BY MRS. R. E. LAWSON, WASHINGTON, D. C.
The time has come when woman no longer accepts the hearthstone as the circumscribed arena of her activities. Amid the busy whirl of this nineteenth century we behold her stepping with well-shod feet boldly across the threshold where hitherto her ambitions have been smothered or held in check by social customs and prejudice, taking her place in the various avocations which bring to mankind peace and happiness, through an honest dollar for its equivalent in honest toil.
If we will notice the index finger in the plane of human advancement and limit its progress to the strides made in civilization within the last forty years, it will be readily acknowledged that the woman movement during these years has made no insignificant ripple in the tide of human achievements. There is scarcely a profession which has not felt the impress of her presence; scarcely a moral reform, from the antislavery cause of the past to the great temperance movement of to-day, which has not received her sanction and hearty support.

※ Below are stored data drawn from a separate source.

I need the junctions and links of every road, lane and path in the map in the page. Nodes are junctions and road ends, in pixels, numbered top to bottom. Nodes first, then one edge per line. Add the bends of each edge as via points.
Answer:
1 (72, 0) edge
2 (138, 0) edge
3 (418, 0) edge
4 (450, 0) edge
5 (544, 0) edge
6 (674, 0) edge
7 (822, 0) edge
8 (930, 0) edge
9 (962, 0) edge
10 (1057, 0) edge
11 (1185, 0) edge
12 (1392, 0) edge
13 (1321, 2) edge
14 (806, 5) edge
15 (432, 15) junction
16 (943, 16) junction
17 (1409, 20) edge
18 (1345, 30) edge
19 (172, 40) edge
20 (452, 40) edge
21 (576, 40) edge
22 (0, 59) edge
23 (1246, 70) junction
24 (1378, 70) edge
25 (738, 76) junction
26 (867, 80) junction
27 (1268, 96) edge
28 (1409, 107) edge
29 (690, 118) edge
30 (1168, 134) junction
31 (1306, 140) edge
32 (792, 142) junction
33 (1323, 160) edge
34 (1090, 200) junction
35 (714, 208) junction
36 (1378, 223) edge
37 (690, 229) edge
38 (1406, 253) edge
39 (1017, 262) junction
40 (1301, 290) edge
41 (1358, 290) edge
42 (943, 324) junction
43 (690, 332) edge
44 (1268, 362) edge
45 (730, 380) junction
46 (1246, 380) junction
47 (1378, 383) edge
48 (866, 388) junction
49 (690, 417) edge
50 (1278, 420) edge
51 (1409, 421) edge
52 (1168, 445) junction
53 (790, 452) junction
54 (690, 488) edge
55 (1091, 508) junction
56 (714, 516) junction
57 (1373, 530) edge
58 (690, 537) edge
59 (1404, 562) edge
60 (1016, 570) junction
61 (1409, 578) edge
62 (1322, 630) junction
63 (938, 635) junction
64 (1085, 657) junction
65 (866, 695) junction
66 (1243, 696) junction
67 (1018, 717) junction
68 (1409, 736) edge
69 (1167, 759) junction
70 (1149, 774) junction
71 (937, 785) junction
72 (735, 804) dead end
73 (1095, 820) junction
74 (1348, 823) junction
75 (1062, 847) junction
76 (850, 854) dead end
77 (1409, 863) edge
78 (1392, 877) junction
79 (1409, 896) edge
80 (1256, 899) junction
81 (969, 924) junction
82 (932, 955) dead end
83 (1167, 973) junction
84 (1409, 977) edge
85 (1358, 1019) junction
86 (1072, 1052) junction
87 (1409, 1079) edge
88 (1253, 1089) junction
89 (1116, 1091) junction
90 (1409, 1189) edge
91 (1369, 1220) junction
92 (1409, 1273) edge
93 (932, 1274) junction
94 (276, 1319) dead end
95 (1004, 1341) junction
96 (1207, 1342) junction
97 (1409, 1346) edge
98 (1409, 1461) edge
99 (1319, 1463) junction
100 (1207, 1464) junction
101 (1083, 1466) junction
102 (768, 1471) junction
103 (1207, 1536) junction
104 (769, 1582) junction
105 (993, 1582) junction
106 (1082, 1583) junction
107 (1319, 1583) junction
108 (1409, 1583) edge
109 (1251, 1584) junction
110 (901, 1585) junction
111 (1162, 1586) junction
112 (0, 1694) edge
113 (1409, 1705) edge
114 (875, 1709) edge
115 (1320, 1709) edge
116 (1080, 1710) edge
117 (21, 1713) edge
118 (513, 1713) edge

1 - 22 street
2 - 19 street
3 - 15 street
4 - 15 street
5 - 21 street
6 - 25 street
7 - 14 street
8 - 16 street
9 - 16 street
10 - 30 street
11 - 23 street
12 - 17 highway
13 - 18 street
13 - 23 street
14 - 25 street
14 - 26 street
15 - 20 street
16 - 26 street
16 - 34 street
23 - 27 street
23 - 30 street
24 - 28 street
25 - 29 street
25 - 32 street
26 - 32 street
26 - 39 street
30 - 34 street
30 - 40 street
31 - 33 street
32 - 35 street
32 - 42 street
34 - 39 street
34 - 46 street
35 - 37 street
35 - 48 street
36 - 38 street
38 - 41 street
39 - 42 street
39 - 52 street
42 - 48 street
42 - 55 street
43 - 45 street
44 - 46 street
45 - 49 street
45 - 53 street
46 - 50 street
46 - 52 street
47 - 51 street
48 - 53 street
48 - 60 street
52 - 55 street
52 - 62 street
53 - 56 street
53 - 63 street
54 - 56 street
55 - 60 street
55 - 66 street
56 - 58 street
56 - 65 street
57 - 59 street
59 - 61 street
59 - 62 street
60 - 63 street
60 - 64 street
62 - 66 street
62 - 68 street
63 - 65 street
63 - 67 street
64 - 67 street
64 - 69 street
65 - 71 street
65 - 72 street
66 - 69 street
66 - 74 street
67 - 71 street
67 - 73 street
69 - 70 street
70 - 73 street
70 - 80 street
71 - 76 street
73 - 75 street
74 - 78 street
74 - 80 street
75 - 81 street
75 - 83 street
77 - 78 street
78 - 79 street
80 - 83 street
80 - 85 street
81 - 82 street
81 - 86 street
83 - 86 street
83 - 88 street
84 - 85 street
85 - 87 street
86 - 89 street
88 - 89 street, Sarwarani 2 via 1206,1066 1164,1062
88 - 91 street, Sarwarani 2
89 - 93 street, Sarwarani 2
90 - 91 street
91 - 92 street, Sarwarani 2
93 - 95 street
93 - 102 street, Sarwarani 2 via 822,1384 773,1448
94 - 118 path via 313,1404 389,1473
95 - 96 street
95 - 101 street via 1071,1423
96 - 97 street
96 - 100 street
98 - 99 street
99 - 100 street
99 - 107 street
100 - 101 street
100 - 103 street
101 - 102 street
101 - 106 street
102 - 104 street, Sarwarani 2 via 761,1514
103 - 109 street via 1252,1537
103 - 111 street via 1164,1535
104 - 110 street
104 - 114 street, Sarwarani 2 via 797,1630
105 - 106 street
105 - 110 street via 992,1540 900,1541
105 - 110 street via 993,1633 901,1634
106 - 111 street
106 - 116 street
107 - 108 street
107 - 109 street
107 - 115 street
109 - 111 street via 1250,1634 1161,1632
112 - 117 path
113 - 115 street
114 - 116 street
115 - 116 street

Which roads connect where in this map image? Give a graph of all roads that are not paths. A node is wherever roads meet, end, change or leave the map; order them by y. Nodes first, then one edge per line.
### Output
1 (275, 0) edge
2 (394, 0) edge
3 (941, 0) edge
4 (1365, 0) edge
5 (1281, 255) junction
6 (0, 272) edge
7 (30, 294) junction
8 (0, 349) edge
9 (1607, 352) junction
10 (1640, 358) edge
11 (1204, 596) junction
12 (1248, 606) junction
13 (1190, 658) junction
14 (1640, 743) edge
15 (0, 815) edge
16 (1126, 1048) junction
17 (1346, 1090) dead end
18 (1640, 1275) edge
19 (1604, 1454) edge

Wherever she has gone forth she has acquitted herself creditably, and successfully lived down all attempts to ridicule and cast opprobrium upon her adventure. This forward march, which has been likened to a great tidal wave, has carried in its course higher education for woman, including her entrance to the medical, legal, and clerical professions, the position as trustee on school boards in various sections, the restoration to married women of a right to their own property, and various other reforms tending to broaden her sphere, increase her activities, and heighten her self-respect.
Side by side with this uniform impulse on the part of woman to know and to be known in life's arena have come to its twin sister the progress and unprecedented achievements of the Negro in America. The school may instruct and the Church may teach, but the home is an institution older than the Church and antedates the school, the place where the children should be trained for useful citizenship on earth and hope of holy communion in heaven.
Our hands have ever been firm upon the rudder, guiding and governing the education of our youth for years of future usefulness.
I take it that we, as colored women, must regard ourselves as a peculiar people in these advanced movements. We cannot afford to be swept along in the current of daily happenings without thoughtfully comparing our status and conditions with all that surround us, questioning for a moment whether the experiment will prove an expensive luxury or wholesome and digestible food. Economy of time, economy of means, economy of action, must be our constant watchwords. The Negro woman, being the most potent factor in the intellectual development of the race, must be aroused to a consideration of the fact that to improve the intellect and neglect the moral and physical growth of our youth will be to impose upon society dangerous citizens.